| What is required |
Please set down each entry exactly, omitting any picture it holds.

| Data for processing |

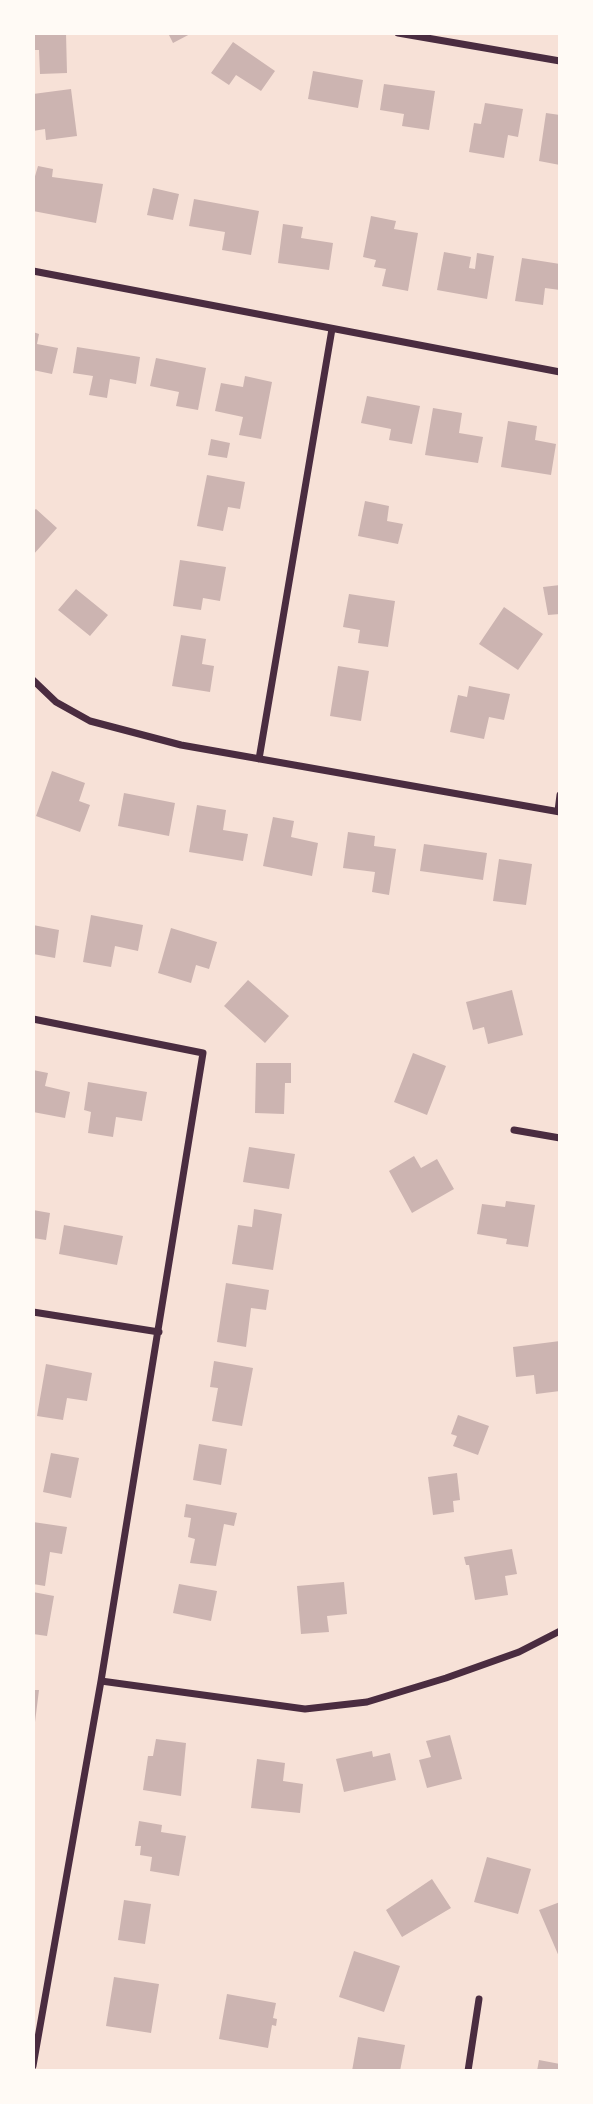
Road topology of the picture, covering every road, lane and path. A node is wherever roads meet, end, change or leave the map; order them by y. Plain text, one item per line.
1 (398, 33) edge
2 (560, 61) edge
3 (33, 271) edge
4 (331, 329) junction
5 (560, 372) edge
6 (33, 680) edge
7 (260, 759) junction
8 (560, 795) edge
9 (559, 811) edge
10 (33, 1019) edge
11 (514, 1130) dead end
12 (560, 1138) edge
13 (33, 1312) edge
14 (159, 1332) junction
15 (560, 1631) edge
16 (101, 1681) junction
17 (480, 1998) dead end
18 (33, 2066) edge
19 (467, 2071) edge

1 - 2 street
3 - 4 street
4 - 5 street
4 - 7 street
6 - 7 street
7 - 9 street
8 - 9 street
10 - 14 street
11 - 12 street
13 - 14 street
14 - 16 street
15 - 16 street
16 - 18 street
17 - 19 street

| Result of this exercise |
Road topology of the picture, covering every road, lane and path. A node is wherever roads meet, end, change or leave the map; order them by y. Plain text, one item per line.
1 (398, 33) edge
2 (560, 61) edge
3 (33, 271) edge
4 (331, 329) junction
5 (560, 372) edge
6 (33, 680) edge
7 (260, 759) junction
8 (560, 795) edge
9 (559, 811) edge
10 (33, 1019) edge
11 (514, 1130) dead end
12 (560, 1138) edge
13 (33, 1312) edge
14 (159, 1332) junction
15 (560, 1631) edge
16 (101, 1681) junction
17 (480, 1998) dead end
18 (33, 2066) edge
19 (467, 2071) edge

1 - 2 street
3 - 4 street
4 - 5 street
4 - 7 street
6 - 7 street
7 - 9 street
8 - 9 street
10 - 14 street
11 - 12 street
13 - 14 street
14 - 16 street
15 - 16 street
16 - 18 street
17 - 19 street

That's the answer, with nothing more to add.